:: Task instructions ::
Search the entries below for "from", and copy each line where it appears.

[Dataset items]
⟨
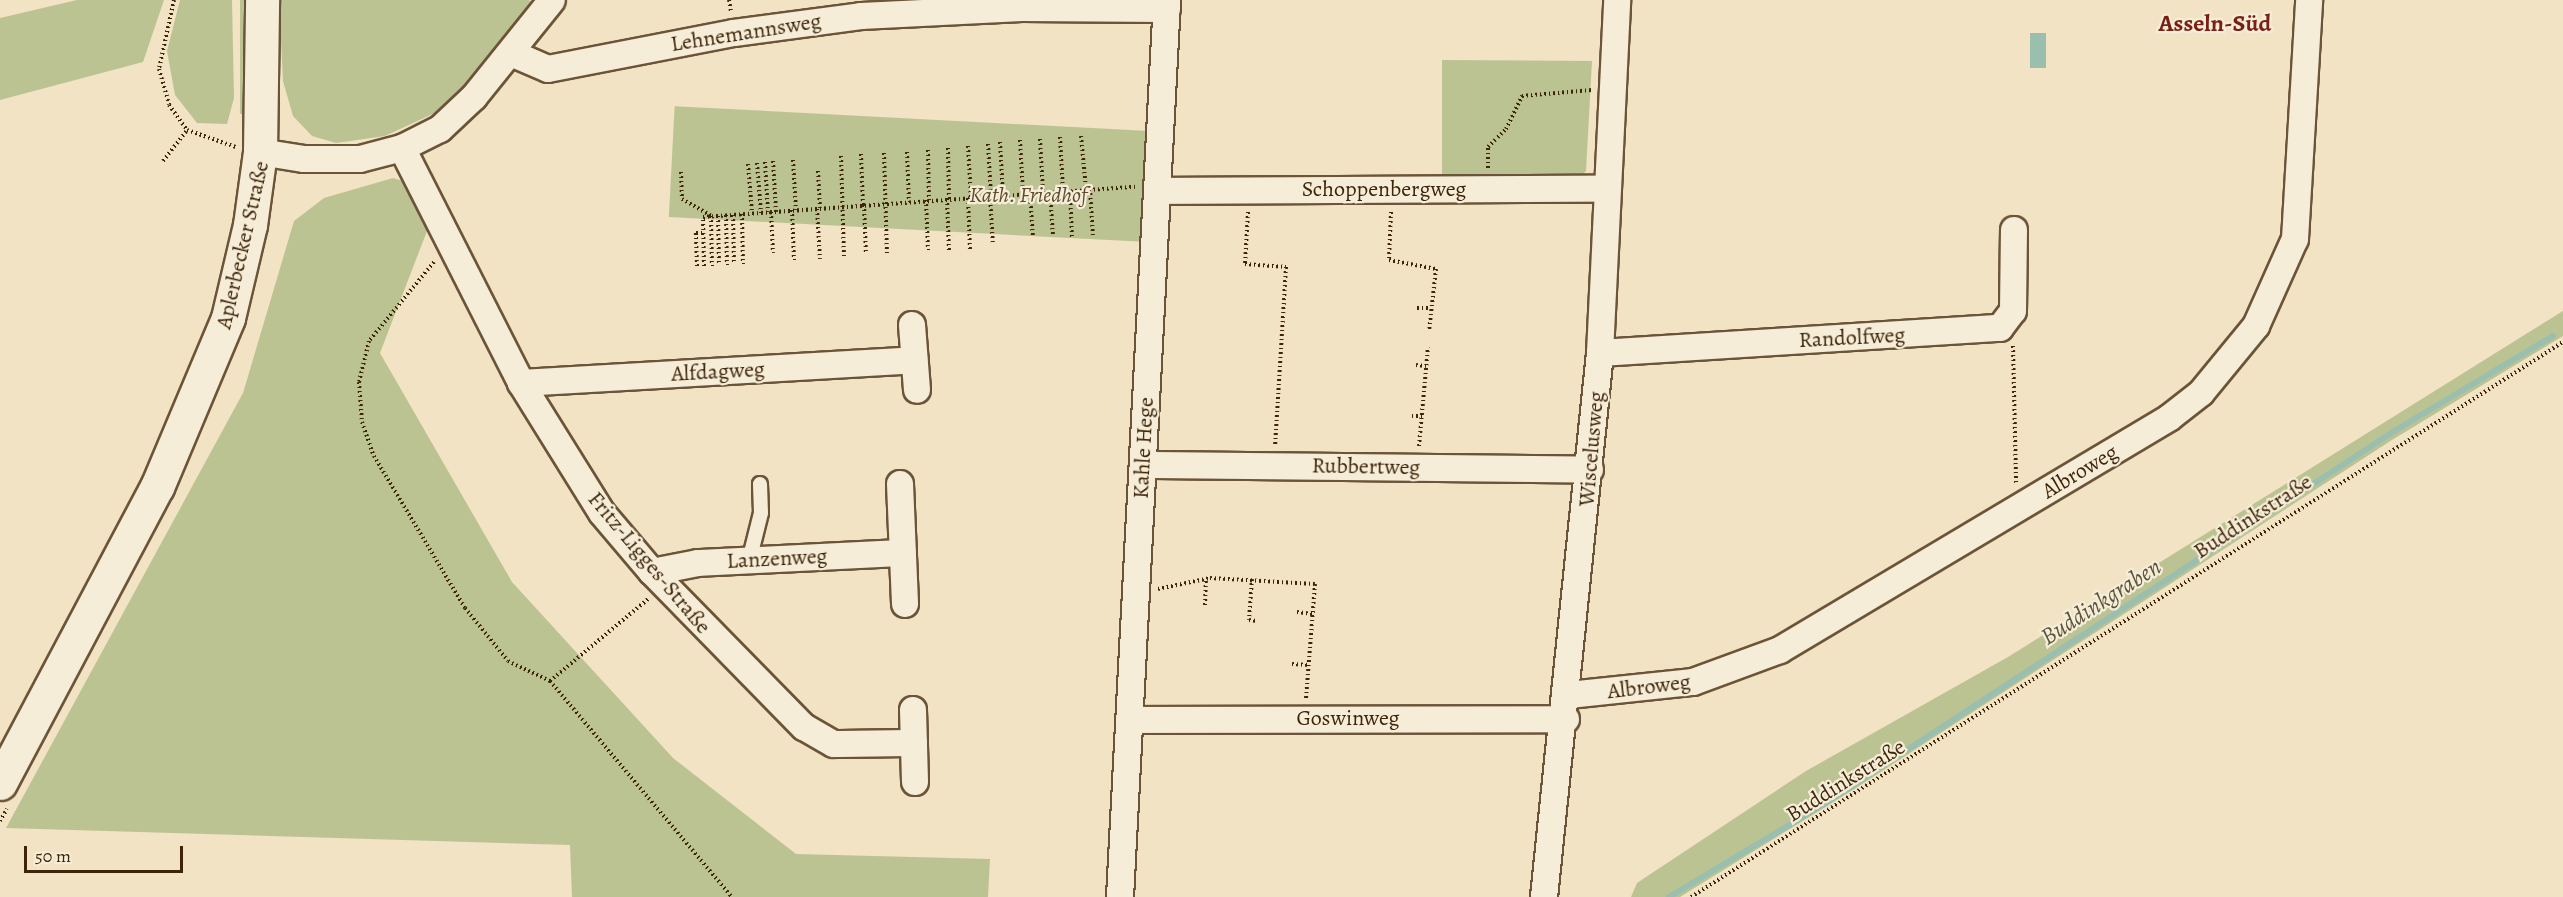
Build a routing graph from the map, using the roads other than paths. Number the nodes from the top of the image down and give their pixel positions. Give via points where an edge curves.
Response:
1 (262, 0) edge
2 (552, 0) edge
3 (1617, 0) edge
4 (2309, 0) edge
5 (1167, 4) edge
6 (511, 53) junction
7 (402, 148) junction
8 (260, 152) junction
9 (1160, 189) junction
10 (1607, 189) junction
11 (2014, 230) dead end
12 (912, 325) dead end
13 (1600, 353) junction
14 (914, 360) junction
15 (521, 383) junction
16 (916, 390) dead end
17 (1143, 465) junction
18 (1590, 470) junction
19 (759, 484) dead end
20 (900, 484) dead end
21 (903, 553) junction
22 (749, 561) junction
23 (657, 579) junction
24 (906, 604) dead end
25 (1567, 707) junction
26 (913, 710) dead end
27 (1130, 720) junction
28 (12, 739) edge
29 (914, 743) junction
30 (915, 782) dead end
31 (0, 783) edge
32 (1120, 897) edge
33 (1544, 897) edge

1 - 8 main road
2 - 6 street, Aplerbecker Straße
3 - 10 street, Wiscelusweg
4 - 25 street, Albroweg via 2295,239 2256,326 2228,365 2169,418 1750,663 1665,688
5 - 6 street, Lehnemannsweg via 861,16 734,33 573,66 535,66
5 - 9 street, Kahle Hege
6 - 7 street, Aplerbecker Straße via 440,129
7 - 8 street, Aplerbecker Straße via 334,161
7 - 15 street, Fritz-Ligges-Straße
8 - 28 main road, Aplerbecker Straße via 250,225 210,370 157,487
9 - 10 street, Schoppenbergweg
9 - 17 street, Kahle Hege
10 - 13 street, Wiscelusweg
11 - 13 street, Randolfweg via 2011,318 1986,330
12 - 14 street
13 - 18 street, Wiscelusweg
14 - 15 street, Alfdagweg
14 - 16 street
15 - 23 street, Fritz-Ligges-Straße via 602,513
17 - 18 street, Rubbertweg
17 - 27 street, Kahle Hege
18 - 25 street, Wiscelusweg
19 - 22 lane via 762,513
20 - 21 street
21 - 22 street, Lanzenweg
21 - 24 street
22 - 23 street, Lanzenweg
23 - 29 street, Fritz-Ligges-Straße via 804,727 834,744
25 - 27 street, Goswinweg
25 - 33 street, Wiscelusweg
26 - 29 street
27 - 32 street, Kahle Hege
28 - 31 main road, Aplerbecker Straße
29 - 30 street

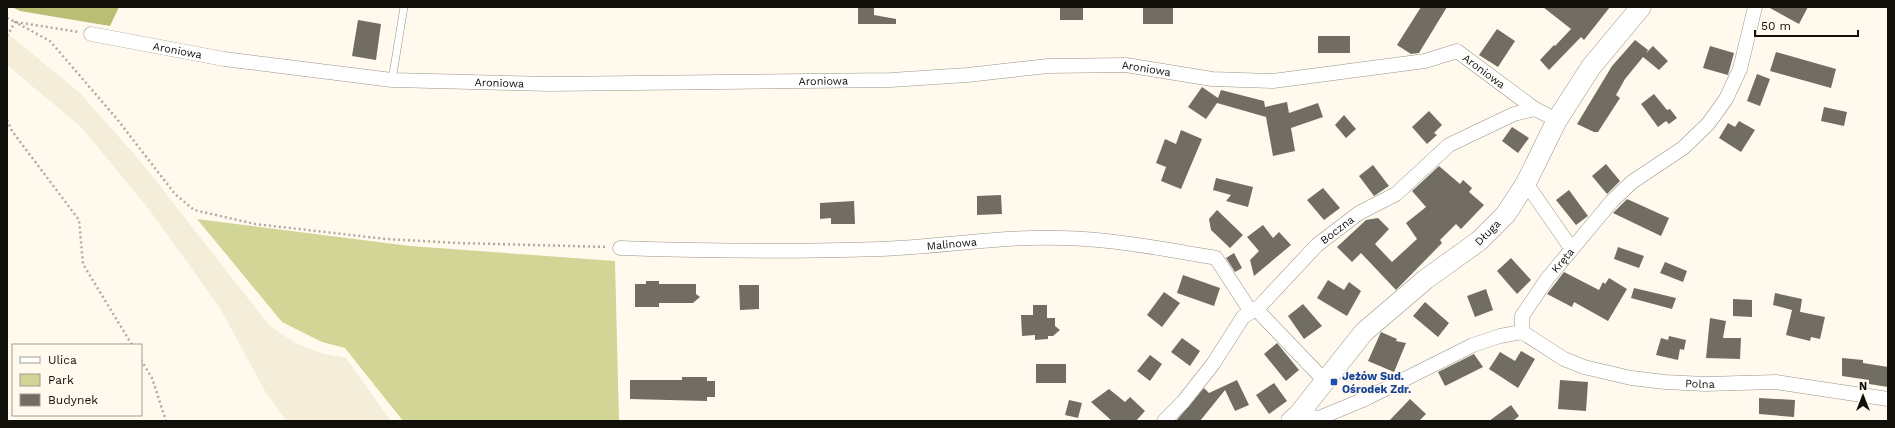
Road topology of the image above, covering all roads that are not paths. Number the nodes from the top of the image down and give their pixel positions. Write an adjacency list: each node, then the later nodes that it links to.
⟩
:: Response ::
Build a routing graph from the map, using the roads other than paths. Number the nodes from the top of the image down and give their pixel positions. Give via points where an edge curves.
Road topology of the image above, covering all roads that are not paths. Number the nodes from the top of the image down and give their pixel positions. Write an adjacency list: each node, then the later nodes that it links to.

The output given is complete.